[Provided entries Boundary: Start]

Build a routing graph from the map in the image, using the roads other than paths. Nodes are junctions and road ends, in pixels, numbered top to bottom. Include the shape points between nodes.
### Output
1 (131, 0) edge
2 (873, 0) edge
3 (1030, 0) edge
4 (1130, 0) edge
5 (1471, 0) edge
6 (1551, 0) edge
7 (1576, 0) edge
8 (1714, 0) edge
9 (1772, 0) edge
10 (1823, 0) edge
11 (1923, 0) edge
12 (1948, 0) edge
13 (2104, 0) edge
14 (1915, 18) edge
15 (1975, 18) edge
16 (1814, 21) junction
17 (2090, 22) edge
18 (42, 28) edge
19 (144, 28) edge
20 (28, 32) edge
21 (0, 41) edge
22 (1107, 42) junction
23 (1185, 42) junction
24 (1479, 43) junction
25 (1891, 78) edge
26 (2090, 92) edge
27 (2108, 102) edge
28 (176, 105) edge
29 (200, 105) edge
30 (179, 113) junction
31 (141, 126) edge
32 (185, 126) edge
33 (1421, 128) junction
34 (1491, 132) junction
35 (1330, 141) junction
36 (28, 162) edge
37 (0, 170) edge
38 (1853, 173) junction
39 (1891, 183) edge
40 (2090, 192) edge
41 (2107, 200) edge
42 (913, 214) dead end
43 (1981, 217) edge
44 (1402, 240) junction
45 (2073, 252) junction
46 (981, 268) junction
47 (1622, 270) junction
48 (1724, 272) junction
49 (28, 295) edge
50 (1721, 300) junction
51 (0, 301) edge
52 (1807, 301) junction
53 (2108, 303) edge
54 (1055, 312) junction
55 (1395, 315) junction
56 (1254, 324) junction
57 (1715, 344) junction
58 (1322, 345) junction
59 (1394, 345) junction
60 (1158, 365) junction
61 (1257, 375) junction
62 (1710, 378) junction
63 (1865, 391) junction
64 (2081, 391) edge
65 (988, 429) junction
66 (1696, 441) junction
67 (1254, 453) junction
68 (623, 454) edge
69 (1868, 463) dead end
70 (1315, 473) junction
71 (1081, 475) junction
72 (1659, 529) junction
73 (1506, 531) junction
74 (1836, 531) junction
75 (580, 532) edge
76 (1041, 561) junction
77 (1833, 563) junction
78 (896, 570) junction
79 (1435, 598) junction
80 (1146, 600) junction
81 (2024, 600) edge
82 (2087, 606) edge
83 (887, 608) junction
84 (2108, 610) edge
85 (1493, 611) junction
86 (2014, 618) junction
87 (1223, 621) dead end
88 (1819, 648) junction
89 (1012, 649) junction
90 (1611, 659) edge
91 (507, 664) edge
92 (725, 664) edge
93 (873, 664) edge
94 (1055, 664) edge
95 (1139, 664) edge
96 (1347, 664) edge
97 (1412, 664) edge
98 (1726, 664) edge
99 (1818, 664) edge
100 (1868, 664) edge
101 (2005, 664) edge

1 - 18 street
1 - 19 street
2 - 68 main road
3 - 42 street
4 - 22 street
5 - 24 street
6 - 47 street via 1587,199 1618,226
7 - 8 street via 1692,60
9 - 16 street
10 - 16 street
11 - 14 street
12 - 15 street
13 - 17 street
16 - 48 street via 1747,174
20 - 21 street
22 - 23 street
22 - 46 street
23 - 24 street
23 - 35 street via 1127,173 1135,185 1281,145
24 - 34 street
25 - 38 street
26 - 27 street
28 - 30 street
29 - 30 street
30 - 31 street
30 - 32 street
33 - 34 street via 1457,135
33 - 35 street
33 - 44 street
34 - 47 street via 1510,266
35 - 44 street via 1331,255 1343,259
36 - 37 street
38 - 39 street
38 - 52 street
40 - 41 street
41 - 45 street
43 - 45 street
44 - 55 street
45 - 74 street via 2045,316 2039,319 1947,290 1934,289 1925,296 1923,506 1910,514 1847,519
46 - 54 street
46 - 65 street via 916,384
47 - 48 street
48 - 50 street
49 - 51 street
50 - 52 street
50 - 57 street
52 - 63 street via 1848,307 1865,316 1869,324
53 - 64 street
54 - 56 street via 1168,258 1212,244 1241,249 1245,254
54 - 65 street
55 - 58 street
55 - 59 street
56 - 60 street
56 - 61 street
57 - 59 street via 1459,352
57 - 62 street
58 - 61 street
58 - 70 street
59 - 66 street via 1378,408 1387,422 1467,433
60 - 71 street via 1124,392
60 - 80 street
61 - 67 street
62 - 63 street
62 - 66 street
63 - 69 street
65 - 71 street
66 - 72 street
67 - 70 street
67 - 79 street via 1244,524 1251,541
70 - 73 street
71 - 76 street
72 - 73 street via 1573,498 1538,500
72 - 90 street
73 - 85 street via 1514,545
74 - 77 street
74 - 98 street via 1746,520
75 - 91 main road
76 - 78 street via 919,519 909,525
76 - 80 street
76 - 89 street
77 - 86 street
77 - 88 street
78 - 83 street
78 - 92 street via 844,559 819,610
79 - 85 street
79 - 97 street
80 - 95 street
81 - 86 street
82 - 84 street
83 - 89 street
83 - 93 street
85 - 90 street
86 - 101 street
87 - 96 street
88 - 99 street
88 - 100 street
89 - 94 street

[Provided entries Boundary: End]

**About this exercise**. The data given above must be transcribed exactly and completely.

**Exercise response**.
Build a routing graph from the map in the image, using the roads other than paths. Nodes are junctions and road ends, in pixels, numbered top to bottom. Include the shape points between nodes.
### Output
1 (131, 0) edge
2 (873, 0) edge
3 (1030, 0) edge
4 (1130, 0) edge
5 (1471, 0) edge
6 (1551, 0) edge
7 (1576, 0) edge
8 (1714, 0) edge
9 (1772, 0) edge
10 (1823, 0) edge
11 (1923, 0) edge
12 (1948, 0) edge
13 (2104, 0) edge
14 (1915, 18) edge
15 (1975, 18) edge
16 (1814, 21) junction
17 (2090, 22) edge
18 (42, 28) edge
19 (144, 28) edge
20 (28, 32) edge
21 (0, 41) edge
22 (1107, 42) junction
23 (1185, 42) junction
24 (1479, 43) junction
25 (1891, 78) edge
26 (2090, 92) edge
27 (2108, 102) edge
28 (176, 105) edge
29 (200, 105) edge
30 (179, 113) junction
31 (141, 126) edge
32 (185, 126) edge
33 (1421, 128) junction
34 (1491, 132) junction
35 (1330, 141) junction
36 (28, 162) edge
37 (0, 170) edge
38 (1853, 173) junction
39 (1891, 183) edge
40 (2090, 192) edge
41 (2107, 200) edge
42 (913, 214) dead end
43 (1981, 217) edge
44 (1402, 240) junction
45 (2073, 252) junction
46 (981, 268) junction
47 (1622, 270) junction
48 (1724, 272) junction
49 (28, 295) edge
50 (1721, 300) junction
51 (0, 301) edge
52 (1807, 301) junction
53 (2108, 303) edge
54 (1055, 312) junction
55 (1395, 315) junction
56 (1254, 324) junction
57 (1715, 344) junction
58 (1322, 345) junction
59 (1394, 345) junction
60 (1158, 365) junction
61 (1257, 375) junction
62 (1710, 378) junction
63 (1865, 391) junction
64 (2081, 391) edge
65 (988, 429) junction
66 (1696, 441) junction
67 (1254, 453) junction
68 (623, 454) edge
69 (1868, 463) dead end
70 (1315, 473) junction
71 (1081, 475) junction
72 (1659, 529) junction
73 (1506, 531) junction
74 (1836, 531) junction
75 (580, 532) edge
76 (1041, 561) junction
77 (1833, 563) junction
78 (896, 570) junction
79 (1435, 598) junction
80 (1146, 600) junction
81 (2024, 600) edge
82 (2087, 606) edge
83 (887, 608) junction
84 (2108, 610) edge
85 (1493, 611) junction
86 (2014, 618) junction
87 (1223, 621) dead end
88 (1819, 648) junction
89 (1012, 649) junction
90 (1611, 659) edge
91 (507, 664) edge
92 (725, 664) edge
93 (873, 664) edge
94 (1055, 664) edge
95 (1139, 664) edge
96 (1347, 664) edge
97 (1412, 664) edge
98 (1726, 664) edge
99 (1818, 664) edge
100 (1868, 664) edge
101 (2005, 664) edge

1 - 18 street
1 - 19 street
2 - 68 main road
3 - 42 street
4 - 22 street
5 - 24 street
6 - 47 street via 1587,199 1618,226
7 - 8 street via 1692,60
9 - 16 street
10 - 16 street
11 - 14 street
12 - 15 street
13 - 17 street
16 - 48 street via 1747,174
20 - 21 street
22 - 23 street
22 - 46 street
23 - 24 street
23 - 35 street via 1127,173 1135,185 1281,145
24 - 34 street
25 - 38 street
26 - 27 street
28 - 30 street
29 - 30 street
30 - 31 street
30 - 32 street
33 - 34 street via 1457,135
33 - 35 street
33 - 44 street
34 - 47 street via 1510,266
35 - 44 street via 1331,255 1343,259
36 - 37 street
38 - 39 street
38 - 52 street
40 - 41 street
41 - 45 street
43 - 45 street
44 - 55 street
45 - 74 street via 2045,316 2039,319 1947,290 1934,289 1925,296 1923,506 1910,514 1847,519
46 - 54 street
46 - 65 street via 916,384
47 - 48 street
48 - 50 street
49 - 51 street
50 - 52 street
50 - 57 street
52 - 63 street via 1848,307 1865,316 1869,324
53 - 64 street
54 - 56 street via 1168,258 1212,244 1241,249 1245,254
54 - 65 street
55 - 58 street
55 - 59 street
56 - 60 street
56 - 61 street
57 - 59 street via 1459,352
57 - 62 street
58 - 61 street
58 - 70 street
59 - 66 street via 1378,408 1387,422 1467,433
60 - 71 street via 1124,392
60 - 80 street
61 - 67 street
62 - 63 street
62 - 66 street
63 - 69 street
65 - 71 street
66 - 72 street
67 - 70 street
67 - 79 street via 1244,524 1251,541
70 - 73 street
71 - 76 street
72 - 73 street via 1573,498 1538,500
72 - 90 street
73 - 85 street via 1514,545
74 - 77 street
74 - 98 street via 1746,520
75 - 91 main road
76 - 78 street via 919,519 909,525
76 - 80 street
76 - 89 street
77 - 86 street
77 - 88 street
78 - 83 street
78 - 92 street via 844,559 819,610
79 - 85 street
79 - 97 street
80 - 95 street
81 - 86 street
82 - 84 street
83 - 89 street
83 - 93 street
85 - 90 street
86 - 101 street
87 - 96 street
88 - 99 street
88 - 100 street
89 - 94 street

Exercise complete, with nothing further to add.